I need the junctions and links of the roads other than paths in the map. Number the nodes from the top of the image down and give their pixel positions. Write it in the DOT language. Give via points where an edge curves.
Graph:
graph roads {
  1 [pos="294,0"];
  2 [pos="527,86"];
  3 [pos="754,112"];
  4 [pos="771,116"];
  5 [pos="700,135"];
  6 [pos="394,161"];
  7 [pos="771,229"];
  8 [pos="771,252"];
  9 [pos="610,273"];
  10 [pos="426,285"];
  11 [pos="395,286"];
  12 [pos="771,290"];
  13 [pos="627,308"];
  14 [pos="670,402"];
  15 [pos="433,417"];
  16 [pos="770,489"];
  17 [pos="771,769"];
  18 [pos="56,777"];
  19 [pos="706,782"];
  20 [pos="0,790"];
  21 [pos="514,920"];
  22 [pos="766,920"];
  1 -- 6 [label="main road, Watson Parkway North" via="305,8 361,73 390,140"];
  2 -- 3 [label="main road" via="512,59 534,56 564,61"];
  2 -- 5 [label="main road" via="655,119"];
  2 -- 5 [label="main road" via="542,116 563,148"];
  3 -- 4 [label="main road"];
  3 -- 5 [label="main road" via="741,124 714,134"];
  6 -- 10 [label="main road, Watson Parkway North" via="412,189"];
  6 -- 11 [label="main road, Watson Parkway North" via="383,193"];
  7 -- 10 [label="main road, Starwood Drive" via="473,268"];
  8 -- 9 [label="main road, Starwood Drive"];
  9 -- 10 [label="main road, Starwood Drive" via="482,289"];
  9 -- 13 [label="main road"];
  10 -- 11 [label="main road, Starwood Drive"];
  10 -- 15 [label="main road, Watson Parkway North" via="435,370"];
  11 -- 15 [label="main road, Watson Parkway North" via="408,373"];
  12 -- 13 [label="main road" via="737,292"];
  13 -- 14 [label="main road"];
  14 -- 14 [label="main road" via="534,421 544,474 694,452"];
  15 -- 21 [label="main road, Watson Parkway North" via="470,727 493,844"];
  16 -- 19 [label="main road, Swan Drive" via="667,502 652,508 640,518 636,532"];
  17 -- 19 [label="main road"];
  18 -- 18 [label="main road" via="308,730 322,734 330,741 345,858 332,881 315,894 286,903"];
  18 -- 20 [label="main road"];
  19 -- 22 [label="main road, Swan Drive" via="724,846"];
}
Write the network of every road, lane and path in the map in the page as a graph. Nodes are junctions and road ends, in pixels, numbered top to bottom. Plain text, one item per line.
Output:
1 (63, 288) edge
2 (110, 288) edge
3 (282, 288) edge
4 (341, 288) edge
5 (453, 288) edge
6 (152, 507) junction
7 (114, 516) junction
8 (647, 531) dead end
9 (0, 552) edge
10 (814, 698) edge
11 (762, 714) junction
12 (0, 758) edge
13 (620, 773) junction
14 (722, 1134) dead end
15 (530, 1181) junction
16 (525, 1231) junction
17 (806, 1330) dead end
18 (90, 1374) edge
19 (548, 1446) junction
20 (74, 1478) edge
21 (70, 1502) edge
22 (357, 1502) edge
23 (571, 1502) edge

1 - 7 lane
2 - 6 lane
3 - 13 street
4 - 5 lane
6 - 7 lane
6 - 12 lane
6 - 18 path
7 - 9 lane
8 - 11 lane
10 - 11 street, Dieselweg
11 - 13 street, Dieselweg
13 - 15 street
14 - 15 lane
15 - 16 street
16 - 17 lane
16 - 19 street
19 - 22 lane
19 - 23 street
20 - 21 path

┄┄┄┄┄┄

## The problem
Write all the data out again, word for word.

## Result of the task
I need the junctions and links of the roads other than paths in the map. Number the nodes from the top of the image down and give their pixel positions. Write it in the DOT language. Give via points where an edge curves.
Graph:
graph roads {
  1 [pos="294,0"];
  2 [pos="527,86"];
  3 [pos="754,112"];
  4 [pos="771,116"];
  5 [pos="700,135"];
  6 [pos="394,161"];
  7 [pos="771,229"];
  8 [pos="771,252"];
  9 [pos="610,273"];
  10 [pos="426,285"];
  11 [pos="395,286"];
  12 [pos="771,290"];
  13 [pos="627,308"];
  14 [pos="670,402"];
  15 [pos="433,417"];
  16 [pos="770,489"];
  17 [pos="771,769"];
  18 [pos="56,777"];
  19 [pos="706,782"];
  20 [pos="0,790"];
  21 [pos="514,920"];
  22 [pos="766,920"];
  1 -- 6 [label="main road, Watson Parkway North" via="305,8 361,73 390,140"];
  2 -- 3 [label="main road" via="512,59 534,56 564,61"];
  2 -- 5 [label="main road" via="655,119"];
  2 -- 5 [label="main road" via="542,116 563,148"];
  3 -- 4 [label="main road"];
  3 -- 5 [label="main road" via="741,124 714,134"];
  6 -- 10 [label="main road, Watson Parkway North" via="412,189"];
  6 -- 11 [label="main road, Watson Parkway North" via="383,193"];
  7 -- 10 [label="main road, Starwood Drive" via="473,268"];
  8 -- 9 [label="main road, Starwood Drive"];
  9 -- 10 [label="main road, Starwood Drive" via="482,289"];
  9 -- 13 [label="main road"];
  10 -- 11 [label="main road, Starwood Drive"];
  10 -- 15 [label="main road, Watson Parkway North" via="435,370"];
  11 -- 15 [label="main road, Watson Parkway North" via="408,373"];
  12 -- 13 [label="main road" via="737,292"];
  13 -- 14 [label="main road"];
  14 -- 14 [label="main road" via="534,421 544,474 694,452"];
  15 -- 21 [label="main road, Watson Parkway North" via="470,727 493,844"];
  16 -- 19 [label="main road, Swan Drive" via="667,502 652,508 640,518 636,532"];
  17 -- 19 [label="main road"];
  18 -- 18 [label="main road" via="308,730 322,734 330,741 345,858 332,881 315,894 286,903"];
  18 -- 20 [label="main road"];
  19 -- 22 [label="main road, Swan Drive" via="724,846"];
}
Write the network of every road, lane and path in the map in the page as a graph. Nodes are junctions and road ends, in pixels, numbered top to bottom. Plain text, one item per line.
Output:
1 (63, 288) edge
2 (110, 288) edge
3 (282, 288) edge
4 (341, 288) edge
5 (453, 288) edge
6 (152, 507) junction
7 (114, 516) junction
8 (647, 531) dead end
9 (0, 552) edge
10 (814, 698) edge
11 (762, 714) junction
12 (0, 758) edge
13 (620, 773) junction
14 (722, 1134) dead end
15 (530, 1181) junction
16 (525, 1231) junction
17 (806, 1330) dead end
18 (90, 1374) edge
19 (548, 1446) junction
20 (74, 1478) edge
21 (70, 1502) edge
22 (357, 1502) edge
23 (571, 1502) edge

1 - 7 lane
2 - 6 lane
3 - 13 street
4 - 5 lane
6 - 7 lane
6 - 12 lane
6 - 18 path
7 - 9 lane
8 - 11 lane
10 - 11 street, Dieselweg
11 - 13 street, Dieselweg
13 - 15 street
14 - 15 lane
15 - 16 street
16 - 17 lane
16 - 19 street
19 - 22 lane
19 - 23 street
20 - 21 path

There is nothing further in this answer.